* PROBLEM DETAILS
An image-free, word-for-word version of the records below is to be returned.

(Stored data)
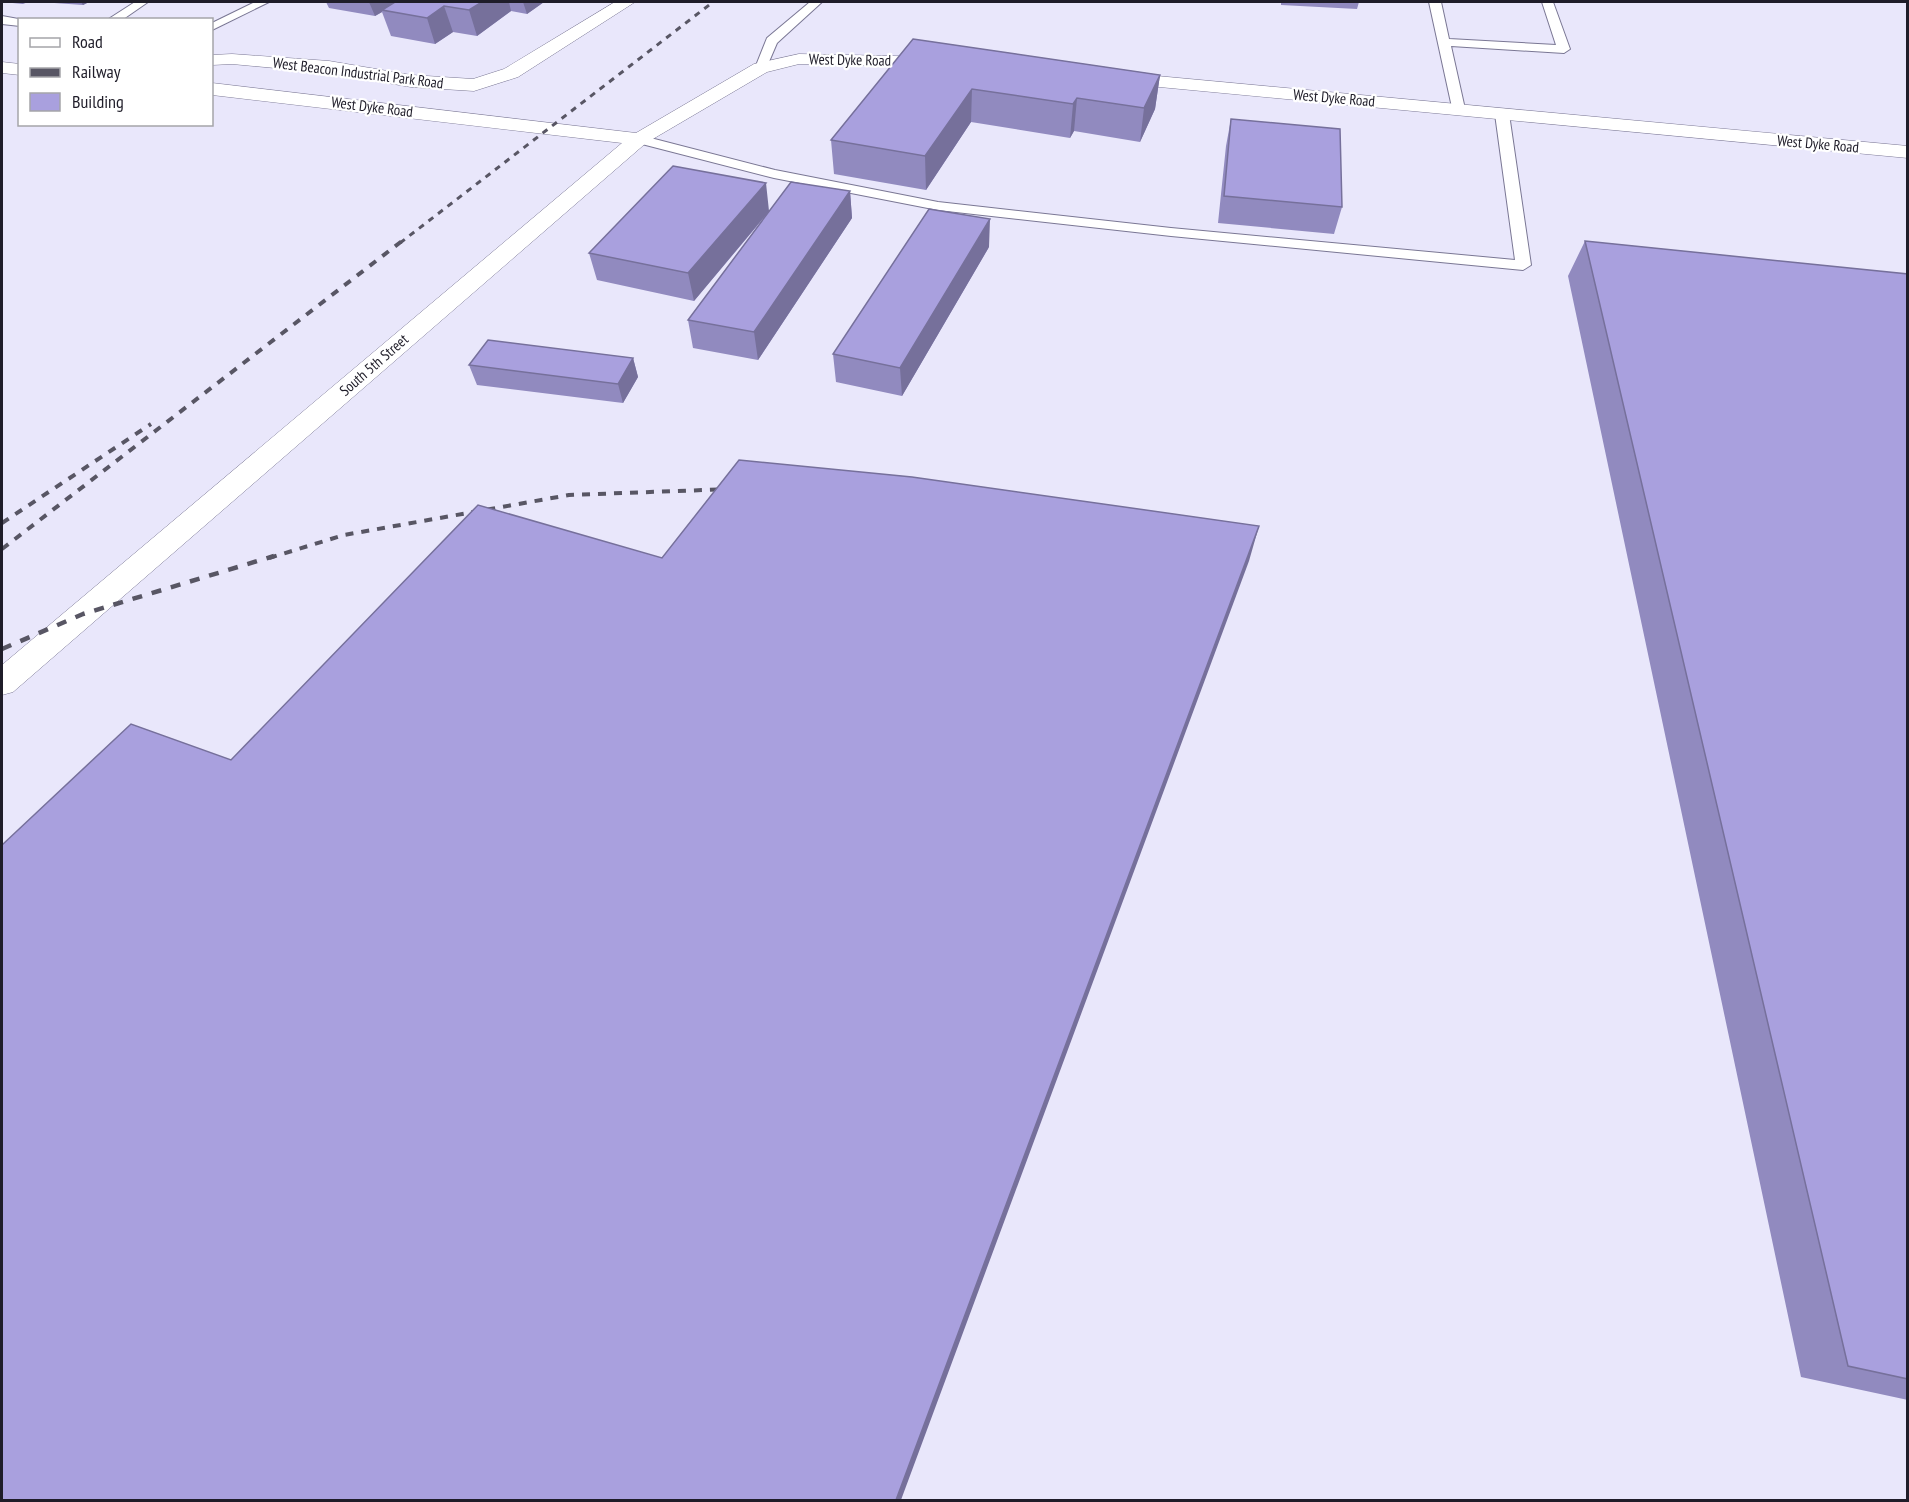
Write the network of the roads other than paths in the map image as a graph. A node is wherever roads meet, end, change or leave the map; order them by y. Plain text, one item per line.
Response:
1 (142, 2) edge
2 (263, 2) edge
3 (626, 2) edge
4 (816, 2) edge
5 (1435, 2) edge
6 (1548, 2) edge
7 (116, 18) edge
8 (2, 21) edge
9 (18, 22) edge
10 (213, 27) edge
11 (1443, 42) junction
12 (213, 60) edge
13 (959, 64) edge
14 (2, 68) edge
15 (761, 69) junction
16 (18, 70) edge
17 (1101, 77) edge
18 (213, 89) edge
19 (1458, 109) junction
20 (1502, 114) junction
21 (639, 139) junction
22 (1908, 153) edge
23 (2, 683) edge

1 - 7 lane
2 - 10 lane
3 - 12 street, West Beacon Industrial Park Road
4 - 15 lane
5 - 11 lane
6 - 11 lane
8 - 9 lane
11 - 19 lane
13 - 15 street, West Dyke Road
14 - 16 street
15 - 21 street, South 5th Street
17 - 19 street, West Dyke Road
18 - 21 street, West Dyke Road
19 - 20 street, West Dyke Road
20 - 21 lane
20 - 22 street, West Dyke Road
21 - 23 street, South 5th Street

* COMPLETED EXERCISE
Write the network of the roads other than paths in the map image as a graph. A node is wherever roads meet, end, change or leave the map; order them by y. Plain text, one item per line.
Response:
1 (142, 2) edge
2 (263, 2) edge
3 (626, 2) edge
4 (816, 2) edge
5 (1435, 2) edge
6 (1548, 2) edge
7 (116, 18) edge
8 (2, 21) edge
9 (18, 22) edge
10 (213, 27) edge
11 (1443, 42) junction
12 (213, 60) edge
13 (959, 64) edge
14 (2, 68) edge
15 (761, 69) junction
16 (18, 70) edge
17 (1101, 77) edge
18 (213, 89) edge
19 (1458, 109) junction
20 (1502, 114) junction
21 (639, 139) junction
22 (1908, 153) edge
23 (2, 683) edge

1 - 7 lane
2 - 10 lane
3 - 12 street, West Beacon Industrial Park Road
4 - 15 lane
5 - 11 lane
6 - 11 lane
8 - 9 lane
11 - 19 lane
13 - 15 street, West Dyke Road
14 - 16 street
15 - 21 street, South 5th Street
17 - 19 street, West Dyke Road
18 - 21 street, West Dyke Road
19 - 20 street, West Dyke Road
20 - 21 lane
20 - 22 street, West Dyke Road
21 - 23 street, South 5th Street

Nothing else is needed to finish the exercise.